Separation of duties enables legitimate tasks to be carried out while making it more difficult for these same powers to be abused. There are three basic controls that can be placed on a power to help prevent abuse:
- Authorization: determines if a person has the right to perform a task
- Recording: keeps a record of when, how, and by whom the task has been performed
- Custody: actually carries out the task
For example, imagine your company needs to deploy new code to a server in a datacenter. The person responsible for the authorization function sets the access control policies on the various machines to determine who has access. The person or system responsible for the recording function makes entries in change-control logs so that it is clear what has been done. The person with custody of the system actually places the new files on the server. In a small company — or one with poor internal controls — these could all be the same person.

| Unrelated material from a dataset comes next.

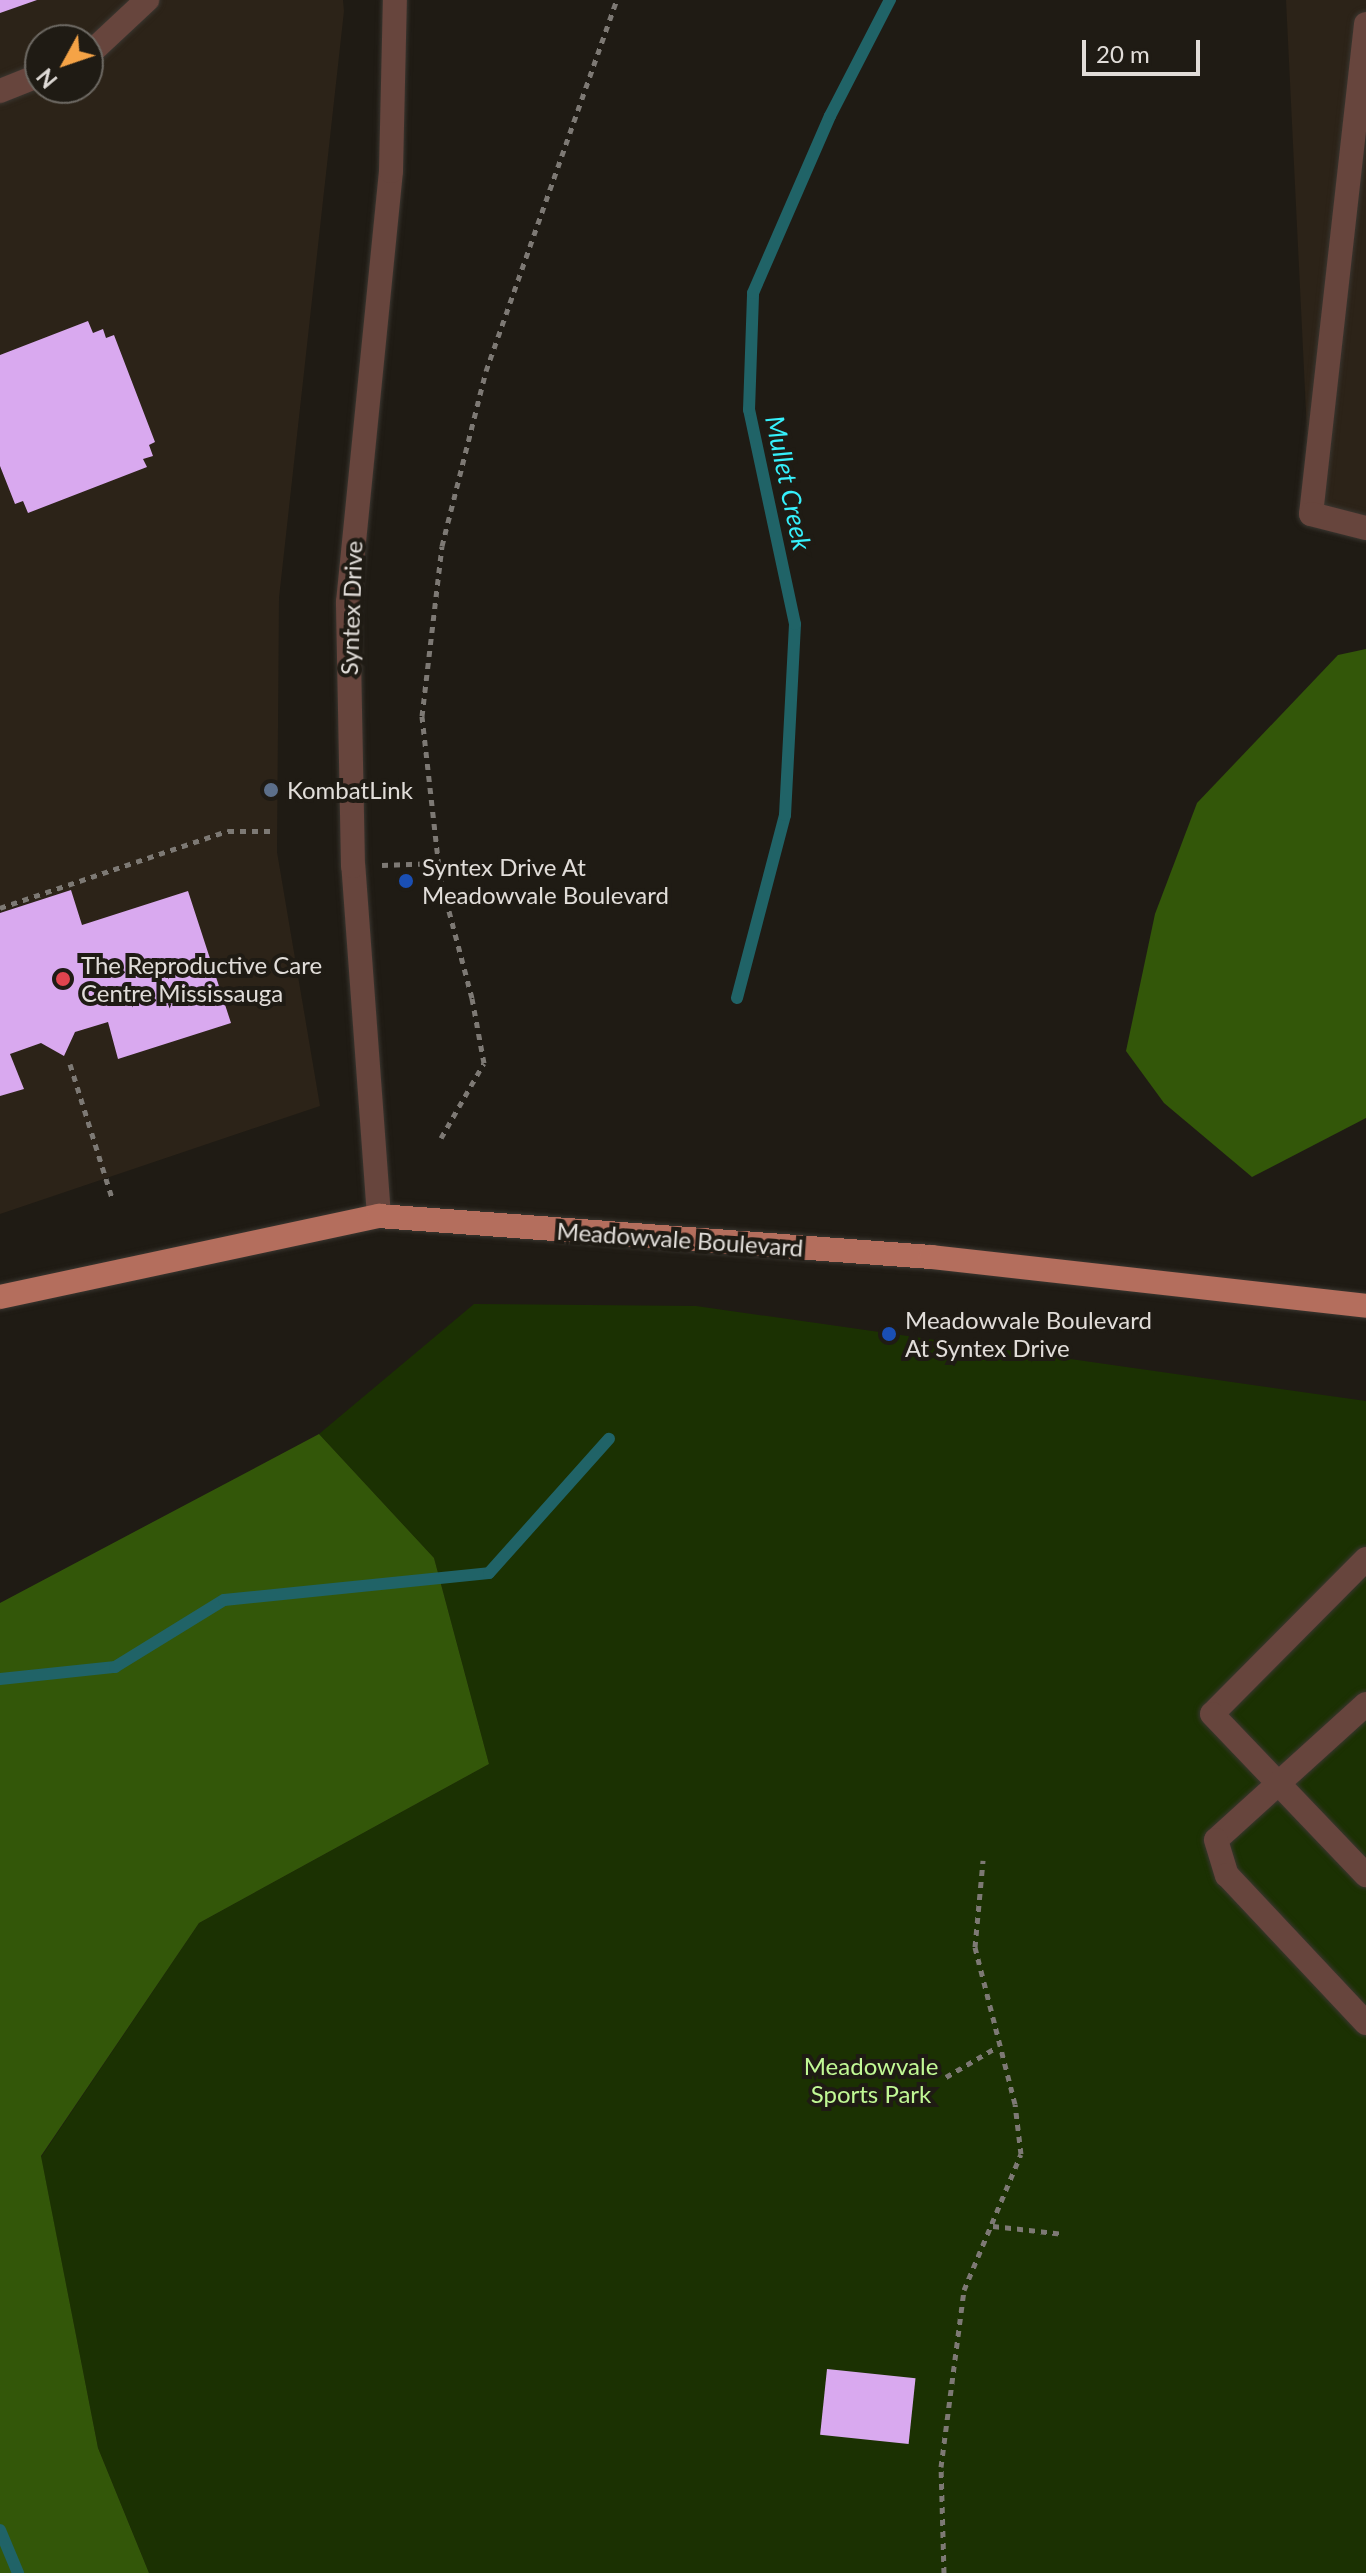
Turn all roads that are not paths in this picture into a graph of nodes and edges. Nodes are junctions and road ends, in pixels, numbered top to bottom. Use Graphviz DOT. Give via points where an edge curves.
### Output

If these tasks are all handled by the same person, the potential for abuse is very high. If this person wants to propagate malicious code to the servers that monitors transactions or even steals money from accounts, he can do so. He can authorize himself or another (possibly even a fake account) to make any change desired, carry out the task, and then erase or suspend the logs or records of not only the action but also the authorization changes.

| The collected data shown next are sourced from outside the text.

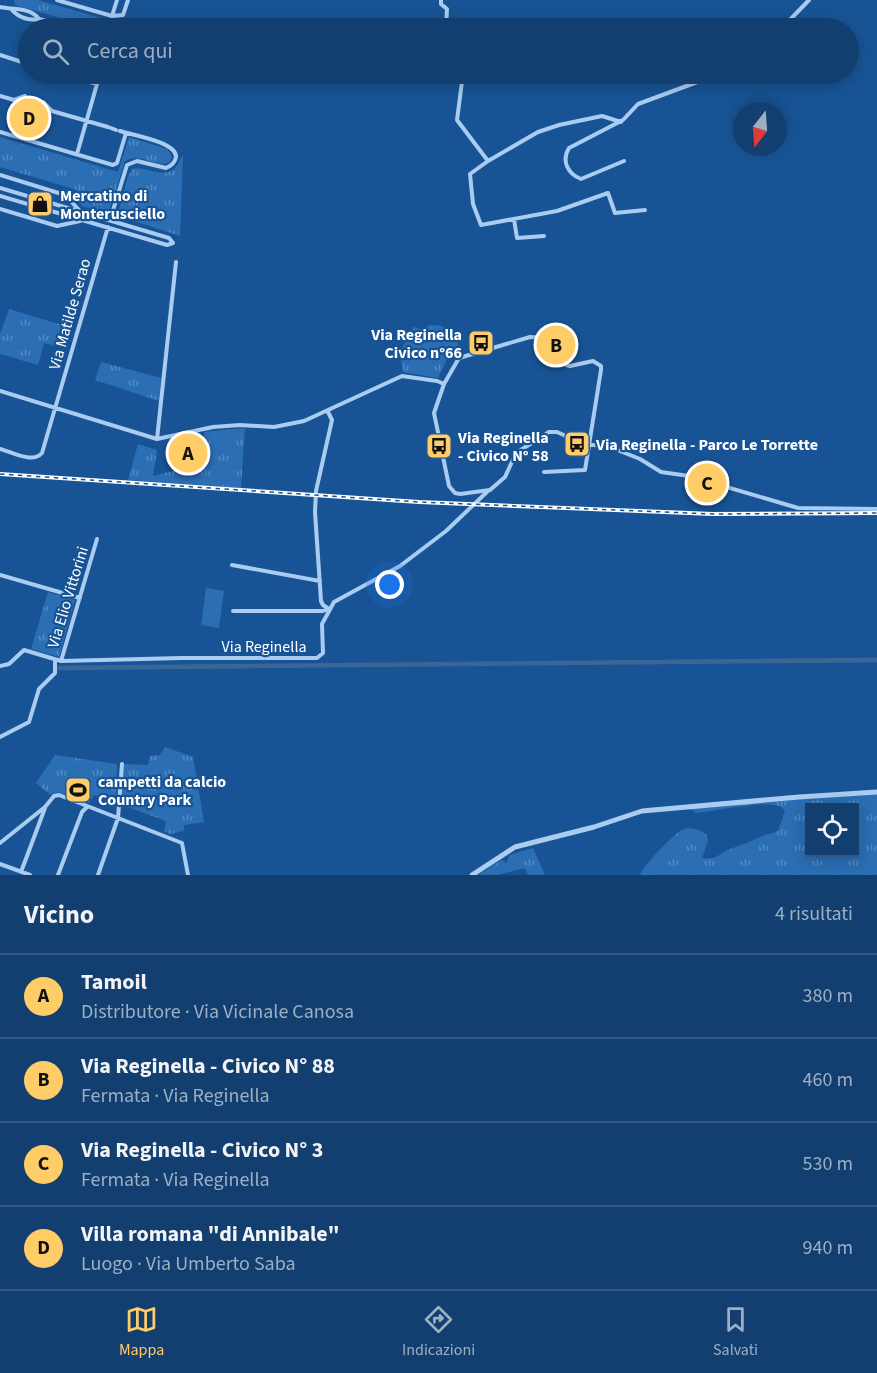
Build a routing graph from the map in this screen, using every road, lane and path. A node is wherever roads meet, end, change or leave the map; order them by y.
1 (57, 0) edge
2 (117, 0) edge
3 (128, 0) edge
4 (441, 0) edge
5 (809, 0) edge
6 (0, 7) edge
7 (112, 16) junction
8 (27, 18) edge
9 (447, 18) edge
10 (792, 18) edge
11 (0, 55) edge
12 (18, 61) edge
13 (97, 84) edge
14 (462, 84) edge
15 (692, 84) edge
16 (0, 96) edge
17 (25, 96) dead end
18 (43, 102) dead end
19 (86, 121) junction
20 (621, 122) junction
21 (116, 130) junction
22 (0, 132) edge
23 (77, 154) junction
24 (489, 160) junction
25 (624, 161) dead end
26 (0, 175) edge
27 (0, 188) edge
28 (0, 196) edge
29 (0, 209) edge
30 (645, 210) dead end
31 (81, 212) junction
32 (514, 219) junction
33 (83, 220) junction
34 (111, 220) junction
35 (108, 227) junction
36 (544, 236) dead end
37 (176, 262) dead end
38 (444, 384) junction
39 (0, 391) edge
40 (54, 408) junction
41 (327, 412) junction
42 (157, 439) junction
43 (590, 444) junction
44 (0, 449) edge
45 (544, 472) dead end
46 (490, 490) junction
47 (877, 509) edge
48 (97, 539) dead end
49 (232, 565) dead end
50 (0, 575) edge
51 (320, 581) junction
52 (80, 598) junction
53 (329, 609) junction
54 (234, 611) dead end
55 (57, 662) junction
56 (0, 666) edge
57 (0, 737) edge
58 (122, 764) dead end
59 (877, 792) edge
60 (88, 806) junction
61 (45, 807) junction
62 (118, 818) junction
63 (0, 843) edge
64 (0, 864) edge
65 (21, 872) junction
66 (30, 875) edge
67 (58, 875) edge
68 (98, 875) edge
69 (188, 875) edge
70 (472, 875) edge

1 - 7 street
2 - 7 street
3 - 7 street
4 - 9 street
5 - 10 street
6 - 8 street
11 - 12 street
13 - 19 street
14 - 24 street
15 - 20 street
16 - 17 street
18 - 19 street
19 - 21 street
19 - 23 street
20 - 24 street
20 - 25 street
21 - 23 street
21 - 34 street
22 - 23 street
24 - 32 street
26 - 31 street
27 - 31 street
28 - 33 street
29 - 33 street
30 - 32 street
31 - 34 street
32 - 36 street
33 - 35 street
34 - 35 street
35 - 40 street, Via Matilde Serao
37 - 42 street
38 - 41 street
38 - 43 street
38 - 46 street
39 - 40 street
40 - 42 street
40 - 44 street, Via Matilde Serao
41 - 42 street
41 - 51 street
43 - 45 street
43 - 46 street
43 - 47 street
46 - 53 street
48 - 52 street, Via Elio Vittorini
49 - 51 street
50 - 52 street
51 - 53 street
52 - 55 street, Via Elio Vittorini
53 - 54 street
53 - 55 street, Via Reginella
55 - 56 street, Via Reginella
55 - 57 street, Via Elio Vittorini
58 - 62 street
59 - 70 street
60 - 61 street
60 - 62 street
60 - 67 street
61 - 63 street
61 - 65 street
62 - 68 street
62 - 69 street
64 - 65 street
65 - 66 street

On the other hand, if separate people are responsible for each of these tasks, none of them is capable of perpetrating a fraud on their own. This process could be organized as follows:
- A product team or business owner is responsible for developing the system and determines who can modify the code.
- A division of the IT department is responsible for all audit logging throughout the environment, regardless of who owns the particular servers.
- An operations engineer is responsible for actually placing code on the servers; the developers never have access directly to the production datacenter.
This makes fraud much harder. A member of the product team can tamper with the code, but has no way to actually get it into the datacenter. An operations engineer can access the datacenter, but lacks access to the code. And either one making a change leaves a trail — since audit logging is controlled by another team within IT, neither are able to turn auditing off or simply overlook suspicious entries.
Maximizing the Chance of Detection
Separation of duties limits the ability of a person with legitimate authority to abuse it. However, the is another thing that can be done to those people with the ability to abuse their authority from actually doing so — cause them to believe they are likely to be caught. Internal attackers know what audit and logging systems are being used within an environment, and they know where the “blind spots” in those systems are. Many criminals commit a crime only when the opportunity presents itself. By eliminating failures in monitoring, we eliminate temptation as well as improving our forensic abilities.
Most of the systems used in a modern IT environment have extensive auditing capabilities. (Note that I am using the word “auditing” in the sense of creating an audit trail, not in the sense of some external consultant or accountant reviewing that trail.) Windows machines create an event log of almost everything that happens on them; in an ActiveDirectory domain, security events are also logged on the domain controller. UNIX/Linux/Solaris machines create various system logs, and have the ability to send them to remote machines as they occur. Databases like Oracle and SQL Server have fine-grained audit capabilities and are able to record every access to sensitive data and even detect potential data aggregation attacks. Web servers record every access, as do keycard-based entry control systems, VPN concentrators, firewalls, and a variety of network devices. An attacker, even an internal one, leaves a bewildering array of changes, alerts, and traces every time he does anything.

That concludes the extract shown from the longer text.